How do book reviews vary by rating? Does vocabulary change? Does pronoun usage? Length? Inspired by the 100 years of Science Fiction project by Bethanie Maples, Srini Kadamati, and Eric Berlow, this project will use scraped data from Goodreads reviews to organize books from the fantasy genre by keyword and gather some of the most-liked reviews from each rating (out of five stars).
Data will involve raw text of reviews grouped by book and by rating. Keywords will also have to be extracted from such reviews and applied to each book for analysis. I (tentatively) plan to use the 20 most-liked reviews from each rating (on a scale of 1 - 5 stars), resulting in 100 reviews per book. One issue will be finding a good metric for choosing books and fine-tuning the number of books to keep the dataset at a reasonable size.
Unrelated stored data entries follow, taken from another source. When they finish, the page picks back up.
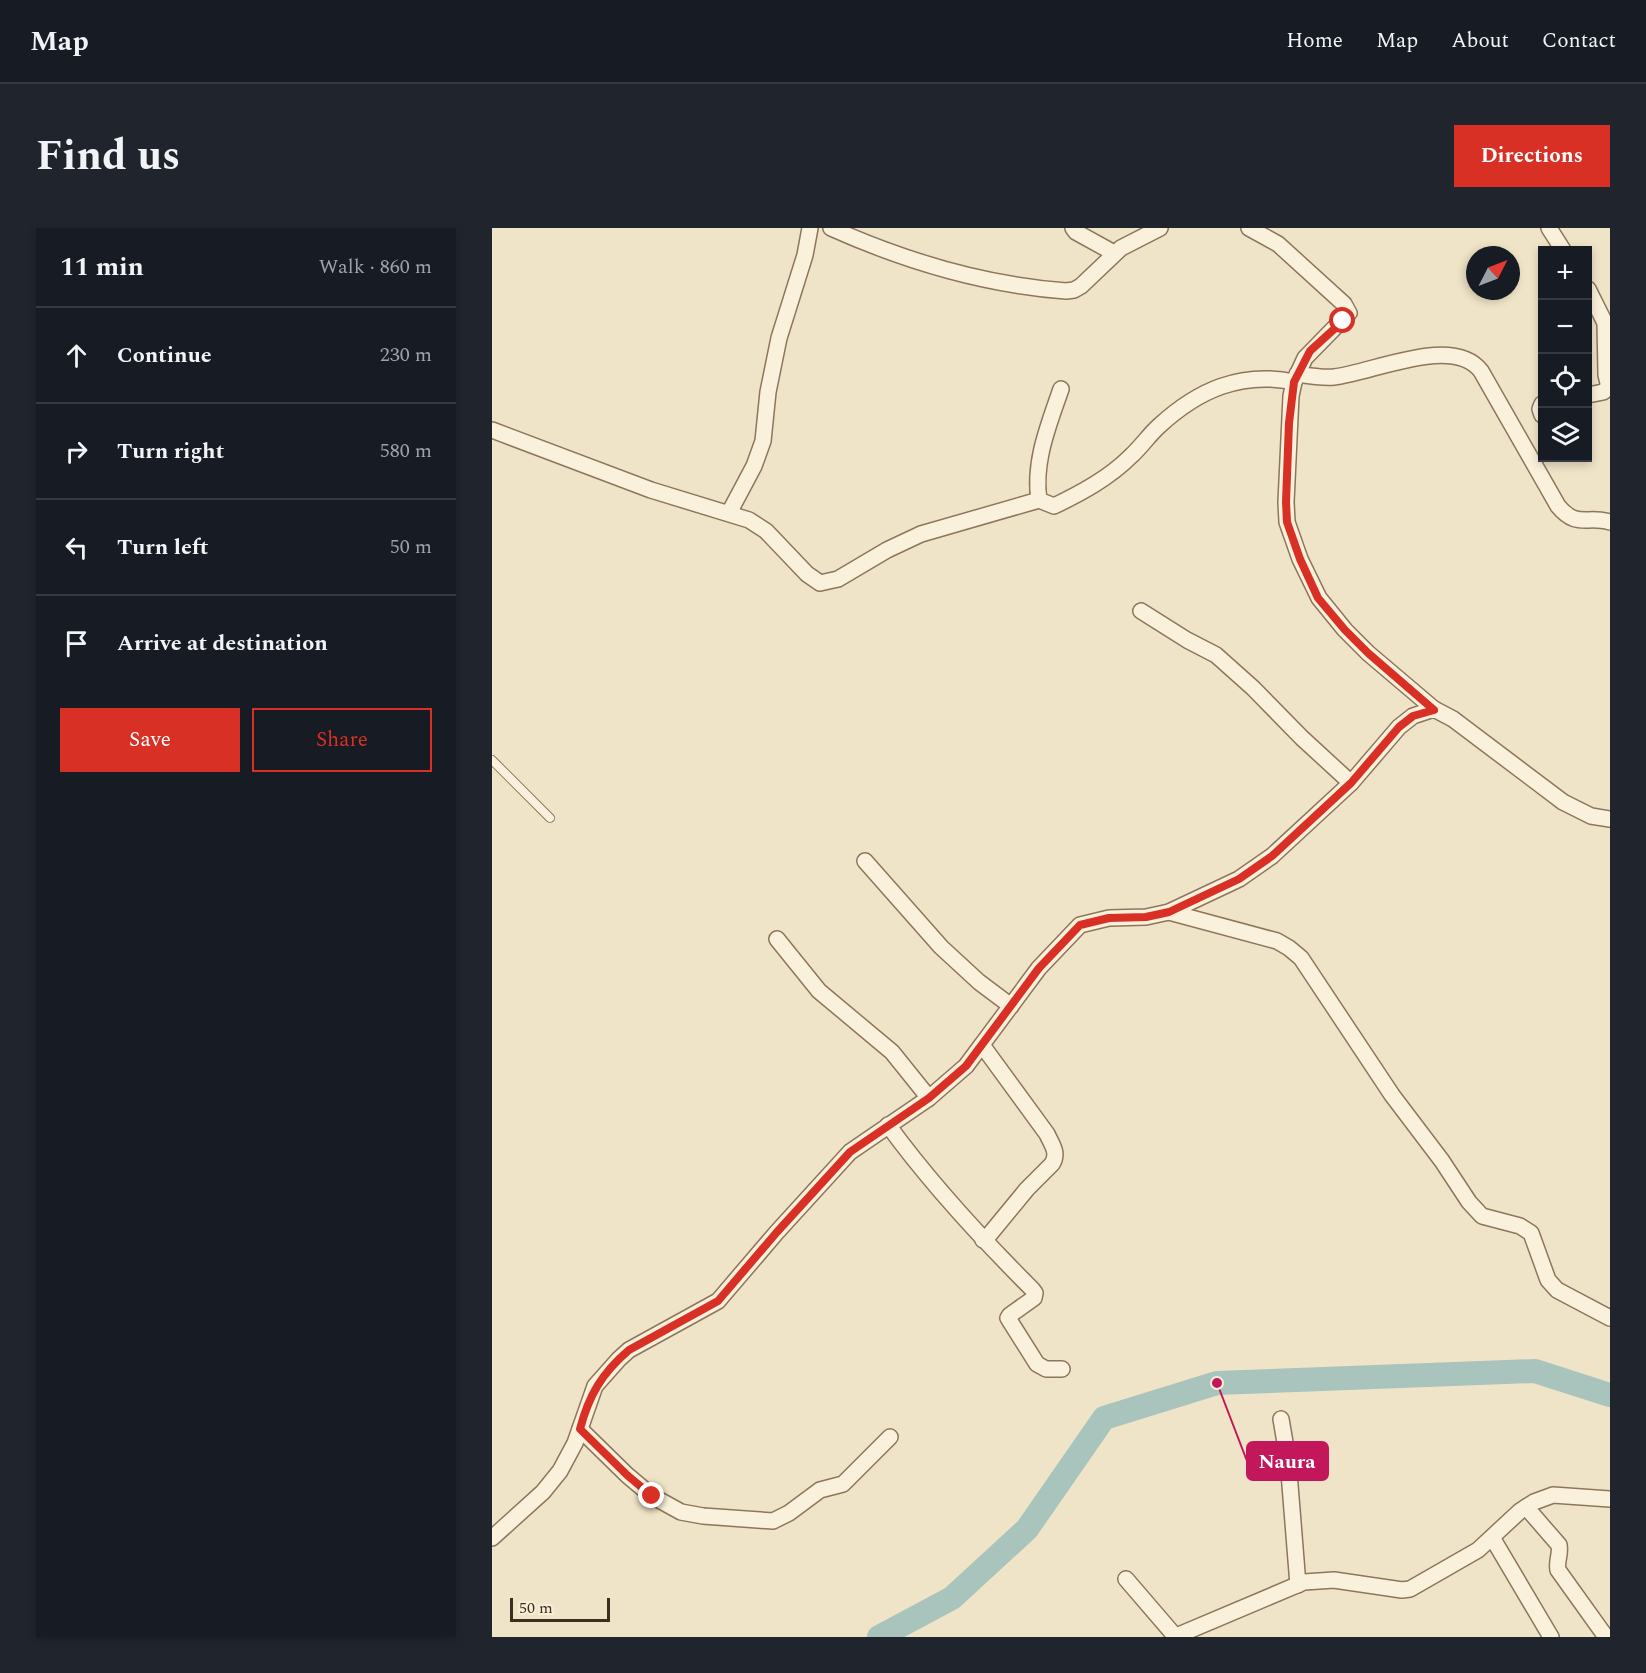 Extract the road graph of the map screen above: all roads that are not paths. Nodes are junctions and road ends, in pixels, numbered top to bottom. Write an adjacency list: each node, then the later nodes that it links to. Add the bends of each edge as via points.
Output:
1 (810, 228): 16 (street, via 779,338 763,441)
2 (831, 228): 8 (street, via 928,265 1052,290 1074,290 1081,286)
3 (1073, 228): 8 (street)
4 (1160, 228): 8 (street)
5 (1249, 228): 10 (street, via 1284,250 1349,313 1310,351)
6 (1549, 228): 7 (street)
7 (1560, 246)
8 (1114, 254)
9 (1592, 298): 12 (street, via 1605,323 1609,387)
10 (1295, 378): 14 (street, via 1336,377 1431,356 1459,356 1481,371); 15 (street, via 1251,378 1202,394 1179,408 1132,456 1081,493 1054,506); 19 (street, via 1286,502 1287,522 1300,559 1318,598 1345,630)
11 (1061, 388): 15 (street, via 1041,447)
12 (1592, 394)
13 (492, 430): 16 (street, via 651,490)
14 (1537, 457): 17 (street, via 1565,514 1574,520)
15 (1039, 500): 16 (street, via 921,534 838,579 820,583 758,525)
16 (729, 513)
17 (1610, 522)
18 (1142, 611): 21 (street, via 1216,655)
19 (1434, 710): 21 (street, via 1413,716 1399,727); 23 (street, via 1453,719 1563,802 1591,816)
20 (492, 760): 22 (lane)
21 (1351, 783): 25 (street, via 1272,856 1239,879)
22 (550, 818)
23 (1610, 819)
24 (865, 861): 27 (street, via 941,947)
25 (1169, 912): 27 (street, via 1080,925 1039,968); 32 (street, via 1276,941 1301,958 1469,1202 1482,1216 1525,1228 1535,1242 1552,1285)
26 (777, 939): 29 (street, via 819,990 892,1052)
27 (1011, 1006): 28 (street)
28 (982, 1045): 29 (street, via 966,1066); 31 (street, via 1047,1134 1056,1157)
29 (929, 1098): 30 (street)
30 (888, 1125): 31 (street); 35 (street, via 838,1163 718,1301 619,1359 595,1386)
31 (983, 1240): 33 (street, via 1035,1293 1030,1302 1010,1315 1010,1322 1036,1364 1046,1369)
32 (1610, 1318)
33 (1062, 1369)
34 (1281, 1419): 42 (street)
35 (580, 1429): 36 (street, via 652,1496 681,1512 773,1521 820,1490 843,1484); 39 (street, via 560,1471 543,1492)
36 (890, 1437)
37 (1610, 1499): 38 (street, via 1553,1496)
38 (1526, 1507): 40 (street); 45 (street, via 1559,1545 1558,1570)
39 (492, 1538)
40 (1492, 1539): 42 (street, via 1402,1590 1323,1580); 44 (street)
41 (1126, 1579): 43 (street)
42 (1298, 1585): 43 (street)
43 (1174, 1637)
44 (1551, 1637)
45 (1606, 1637)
It will also be difficult to seperate Fantasy from SciFi as the two genres overlap significantly. I may just end up looking at both.
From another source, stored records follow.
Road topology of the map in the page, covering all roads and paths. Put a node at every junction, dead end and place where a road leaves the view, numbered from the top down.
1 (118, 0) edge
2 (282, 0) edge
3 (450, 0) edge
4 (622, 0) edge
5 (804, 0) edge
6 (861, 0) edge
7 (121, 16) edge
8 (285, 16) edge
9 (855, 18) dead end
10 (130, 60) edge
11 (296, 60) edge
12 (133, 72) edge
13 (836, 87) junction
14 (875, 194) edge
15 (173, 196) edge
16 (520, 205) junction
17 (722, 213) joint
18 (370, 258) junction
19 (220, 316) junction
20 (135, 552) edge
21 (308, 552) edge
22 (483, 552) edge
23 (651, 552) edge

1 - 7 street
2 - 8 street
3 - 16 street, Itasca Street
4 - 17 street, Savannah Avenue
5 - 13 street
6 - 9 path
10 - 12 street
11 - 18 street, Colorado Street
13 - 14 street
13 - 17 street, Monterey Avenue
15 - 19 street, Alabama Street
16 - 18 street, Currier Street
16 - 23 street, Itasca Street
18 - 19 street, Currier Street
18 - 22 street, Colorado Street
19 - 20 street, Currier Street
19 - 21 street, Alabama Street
I will aim to sort reviews by keyword to see what (if any) elements result in more positive or negative reviews. The most interesting analysis will be looking at middle-grade reviews (2.5 - 3.5 stars) to see what percentage of them are positive, what percentage are negative, and what percentage are mixed. This will first require a classifier to be trained on a certain portion of the dataset. Using one-star and five-star reviews may work for this, as they can reasonably be said to correspond to negative and positive opinions respectively. It will also be interesting to see at what point on the grading scale reviews shift from overall-positive to overall-negative.
It will likely include graphs of some variety. Word clouds will also be present if at all possible.